Of course, that's why he is crying. I slam my fist against the door violently.

"Tsuzuki – don't!" it is Hisoka, he is crying hard.

I put my shoulder against the door and put all my force into the blow. And I slam the door in.

**……………**

(Hisoka's POV)

Tsuzuki bursts through the door, but stops in his tracks when he sees us. Muraki is tightening his hold on my neck, laughing coldly as my body starts burning worse than before. 

"Let go of him you sick bastard!" Tsuzuki growls menacing looking extremely angry and scared at the same time. Oh why did he come, he should just have stayed out of this, now he is going to get hurt too. 

"Well hello there Tsuzuki." Muraki greets slyly.

I can't breathe; his hold is too tight. But I am not allowed to fight; it will only hurt more if I try to free myself, and he will get even more angry.

"Hisoka…" Tsuzuki is looking at me with his shiny purple eyes… "Let go of him – you are killing him!"

"Everything for you my dear!" Muraki is letting go all of a sudden. He pushes me forward in the bed, so that I'm lying face down – I can't see Tsuzuki. I try to move, but immediately receives the punishment, the curse on my body is glowing, and I can't help but scream out in pain. 

"Stop that!" Tsuzuki is shouting, I can hear that he is taking a step forward, but Muraki grabs my arm forcing it behind my back roughly. 

I sense Tsuzuki's despair, and I can't keep track of all his thoughts… my head starts spinning, the pain is increasing and I start to feel dizzy. I'm whimpering like a child.

"Better not come any closer if you don't want me to break his arm." 

I can't stop a tortured moan from escaping my throat… Tsuzuki can't hear me through the pillow though. But I sense that he knows what I am going through… he wants to help me; he just doesn't know how. I wish he hadn't come in. I can feel that Muraki won't spare him… 

…

What is happening? Are they just standing there? … They are both confused – Muraki is angry, he is not in total control, and it irritates him; it always does. I sense his anger; it is growing stronger… but not as much as Tsuzuki's. 

All these emotions… it feels like my head is going to burst with pain. 

Muraki is letting go of my arm and moving out of the bed, dragging me along. 

What the hell is Tsuzuki thinking… _No_… he can't possibly be serious about starting a fight in here.
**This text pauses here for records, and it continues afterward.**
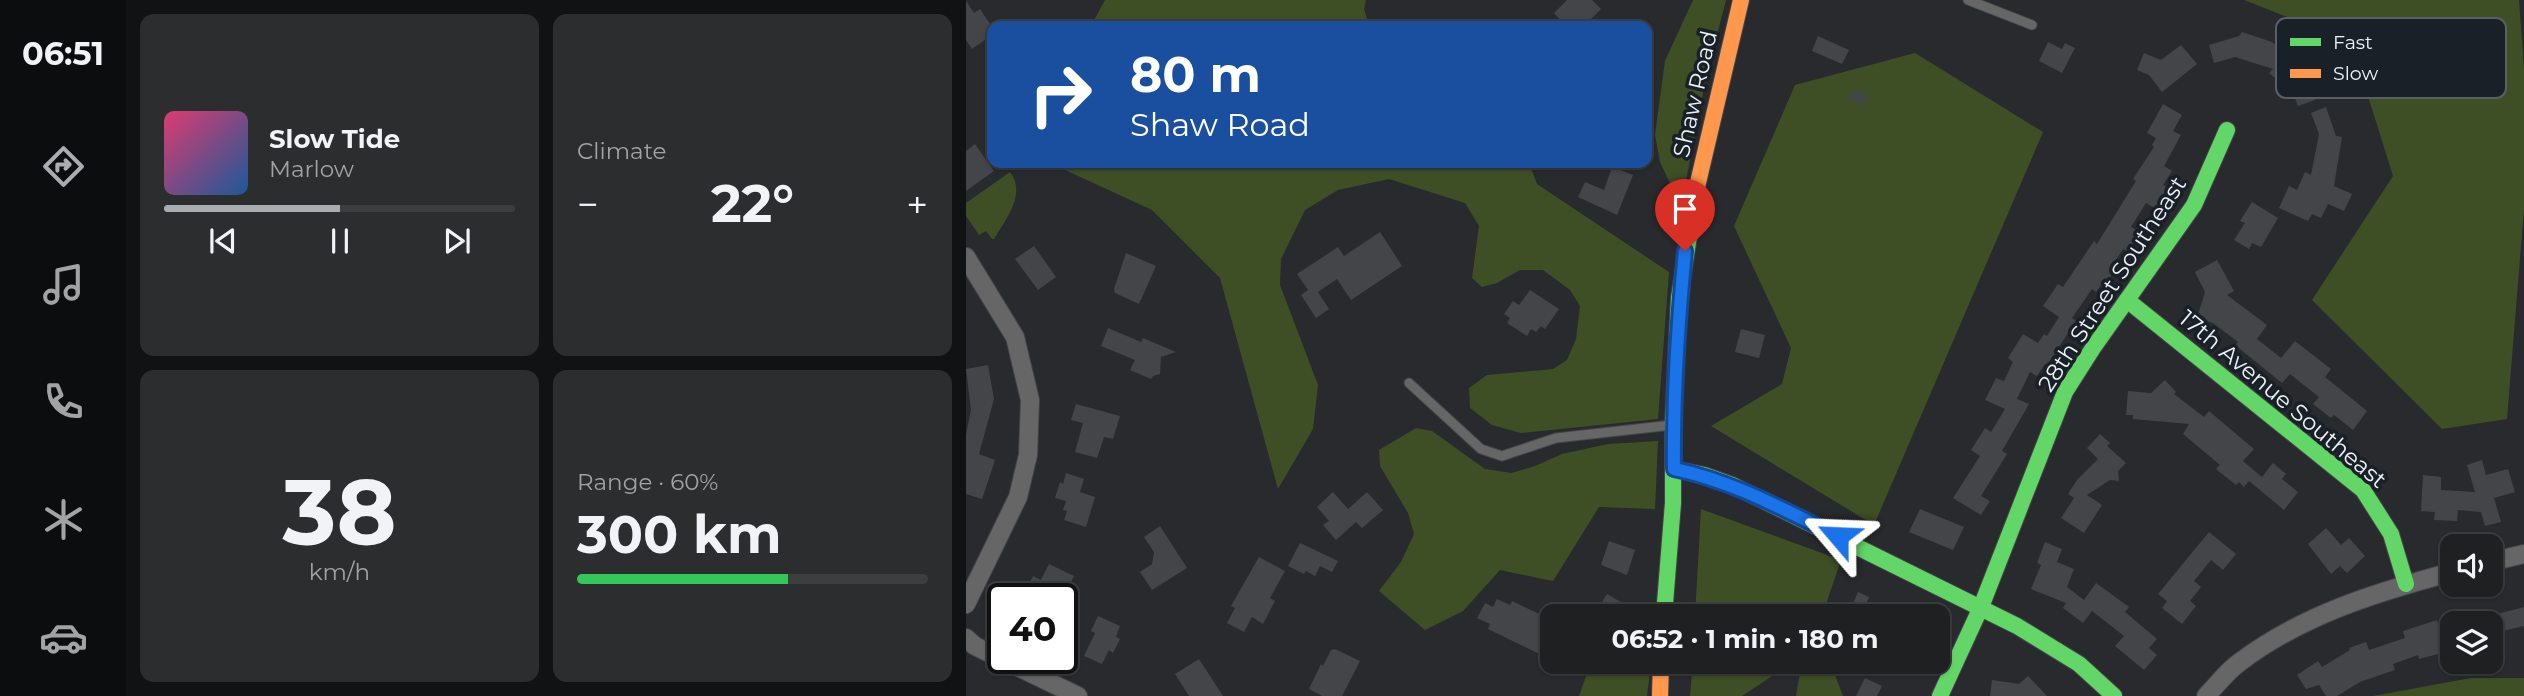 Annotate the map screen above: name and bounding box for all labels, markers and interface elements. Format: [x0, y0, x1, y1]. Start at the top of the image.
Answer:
legend [2276, 18, 2506, 98]
street label: Shaw Road [1667, 28, 1723, 160]
text: Fast [2333, 31, 2373, 54]
text: 06:51 [22, 34, 104, 73]
text: 80 m [1130, 45, 1261, 104]
icon: right [1015, 49, 1106, 140]
text: Slow [2333, 62, 2378, 85]
text: Shaw Road [1130, 105, 1310, 144]
text: Slow Tide [269, 123, 400, 155]
text: Climate [577, 137, 666, 165]
icon: directions [39, 142, 88, 191]
text: Marlow [269, 155, 354, 183]
street label: 28th Street Southeast [2032, 171, 2192, 397]
text: 22° [711, 172, 794, 235]
pin [1655, 179, 1715, 251]
text: − [577, 181, 599, 228]
text: + [906, 181, 928, 228]
icon: arrive [1666, 190, 1704, 228]
icon: previous [204, 222, 242, 260]
icon: pause [321, 222, 359, 260]
icon: next [438, 222, 476, 260]
icon: music [39, 260, 88, 309]
street label: 17th Avenue Southeast [2174, 304, 2392, 494]
icon: phone [39, 377, 88, 426]
text: 38 [283, 457, 396, 568]
text: Range · 60% [577, 468, 718, 496]
icon: climate [39, 495, 88, 544]
position arrow [1801, 499, 1875, 573]
text: 300 km [577, 503, 782, 566]
map controls [2440, 534, 2503, 674]
button: sound [2440, 534, 2503, 597]
text: km/h [309, 558, 370, 586]
speed limit sign: 40 [987, 583, 1078, 674]
button: layers [2440, 611, 2503, 674]
icon: car [39, 613, 88, 662]
text: 06:52 · 1 min · 180 m [1611, 623, 1879, 655]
"Tsuzuki, what…" Muraki cuts of my sentence along with my air supply by putting his arm around my neck. He is furious. I can feel it; the curse is making my body feel numb with pain, my legs start to shake under my weight. 
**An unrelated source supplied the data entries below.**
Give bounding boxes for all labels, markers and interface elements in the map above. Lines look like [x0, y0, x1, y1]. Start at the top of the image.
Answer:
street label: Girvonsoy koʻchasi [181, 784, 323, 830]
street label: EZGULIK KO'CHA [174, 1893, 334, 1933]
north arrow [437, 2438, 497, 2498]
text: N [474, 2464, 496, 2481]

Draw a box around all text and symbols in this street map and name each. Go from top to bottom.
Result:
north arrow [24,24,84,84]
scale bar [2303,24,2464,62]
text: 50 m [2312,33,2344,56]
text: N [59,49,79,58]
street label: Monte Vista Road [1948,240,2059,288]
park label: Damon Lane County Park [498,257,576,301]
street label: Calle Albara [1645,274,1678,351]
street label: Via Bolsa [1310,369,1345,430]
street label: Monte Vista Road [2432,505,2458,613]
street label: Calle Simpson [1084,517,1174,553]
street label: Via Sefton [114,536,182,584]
"Better not do anything stupid my dear. You could hurt my puppet." He is squeezing tighter and I gag between my whimpers. 

Tsuzuki's anger turns into worry. He is confused – lost, he doesn't know what to do.

"Tsuzuki… don't…" Muraki squeezes me furiously.

"Shut up kid!" He draws me closer. "Well Tsuzuki, maybe we could make a deal here…" he almost lifts me off of the floor to make his point. "You want the boy… and … you know what I want."  

Tsuzuki is looking at me; his eyes are shinny and his fists are clenched… I can feel his anger rising. 

No… you can't fight in here you idiot. Don't do something stupid, please!

Muraki is unpleased since Tsuzuki is not giving in. The curse is burning… I start crying in pain, now Muraki is the only thing that keeps me from crumbling to the floor… but he is making it difficult to breathe again. 

I try to move his arm from my throat; I tug at his jacket with my shaking hands. I know I am not allowed to fight him… but. I can't stay conscious much longer.

"Hisoka." 

My vision is blurred, but I sense Tsuzuki's despair and hear his anger in his voice… he is going to attack Muraki… I can feel it. 

He is going to get hurt – I know it, Muraki is angry, and with me as a hostage Tsuzuki hasn't got a chance.

Quick decision.

I gather all the power I have and concentrate on breaking free and giving Muraki a powerful shock. 

Everything happens so fast. I manage to send Muraki flying backwards into the wall while I roll towards Tsuzuki. I look up; he has already summoned Suzaku; the Phoenix – letting her attack Muraki. 

It's not enough – she can't beat him that easily. 

"Tsuzuki!" I want to scream it… but my voice is gone, it is nothing but a whisper. "Be careful, watch out." 

I look up - the ceiling is on fire, and Phoenix is trying to protect us from Muraki's attack. I see the dark demons' shadows coming toward us. Even though they are only meters away – moving fast it seems like an eternity. Tsuzuki is going to get hurt… 

I gather the rest of my strength and jump to my feet, blocking Tsuzuki with my own body… but Tsuzuki must have summoned Byakko… a barrier of wind is protecting us. 

"Hisoka!" 

He catches me in his arms, before I loose my balance. 

"Hisoka?"   

Muraki is putting more force into his attack. Byakko is having his problems keeping up the barrier. The Ceiling is about to collapse… and I am loosing consciousness. 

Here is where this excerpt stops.